■ Work to be completed ■
Scanning the entries below, copy every line that contains the word "pinky".

People photos with keypoints
# # # #

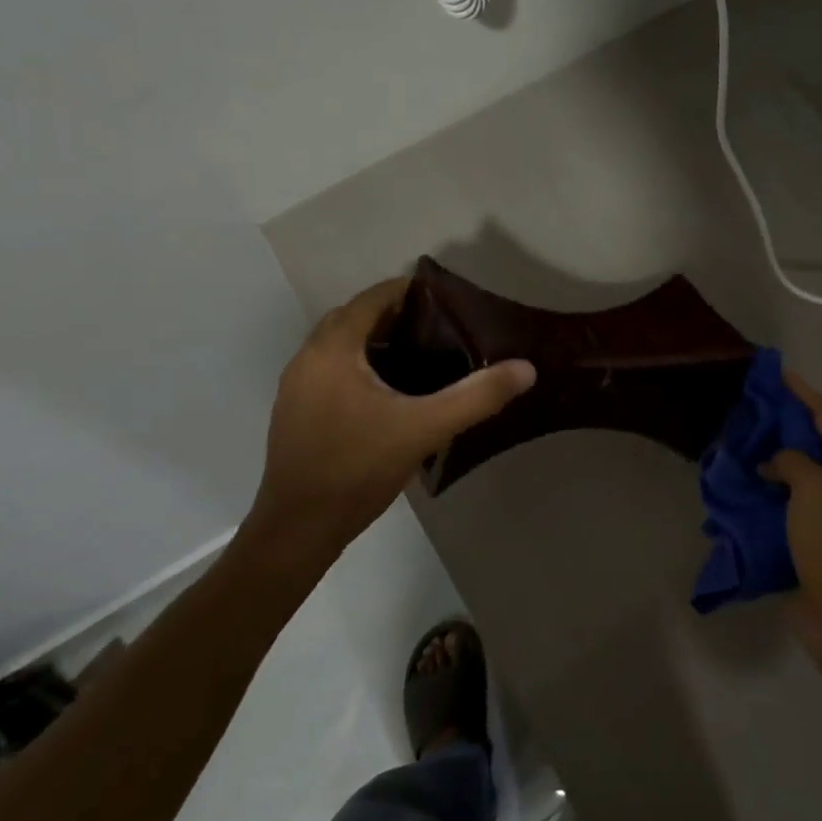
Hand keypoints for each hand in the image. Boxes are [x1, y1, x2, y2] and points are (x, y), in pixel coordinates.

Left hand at [241, 277, 535, 567]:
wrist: (299, 529)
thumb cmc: (358, 469)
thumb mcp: (425, 429)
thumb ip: (477, 397)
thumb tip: (526, 369)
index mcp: (333, 350)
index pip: (371, 299)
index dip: (408, 291)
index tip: (446, 299)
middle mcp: (307, 359)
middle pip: (353, 318)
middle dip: (393, 315)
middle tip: (438, 328)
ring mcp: (296, 388)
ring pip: (339, 346)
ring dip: (374, 341)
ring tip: (420, 355)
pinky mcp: (295, 413)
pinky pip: (331, 370)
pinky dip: (359, 365)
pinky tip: (388, 393)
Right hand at [771, 373, 821, 685]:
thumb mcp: (815, 492)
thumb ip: (792, 462)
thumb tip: (774, 463)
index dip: (803, 392)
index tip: (776, 371)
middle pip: (814, 441)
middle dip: (784, 422)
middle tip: (750, 405)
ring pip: (797, 472)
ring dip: (772, 457)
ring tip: (740, 439)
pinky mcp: (812, 539)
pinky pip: (786, 503)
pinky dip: (766, 490)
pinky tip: (741, 483)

# # # #

■ Problem solution ■
pinky mcp: (295, 413)
pinky pip: (331, 370)
pinky dip: (359, 365)
pinky tip: (388, 393)
pinky mcp: (812, 539)
pinky pip: (786, 503)
pinky dip: (766, 490)
pinky tip: (741, 483)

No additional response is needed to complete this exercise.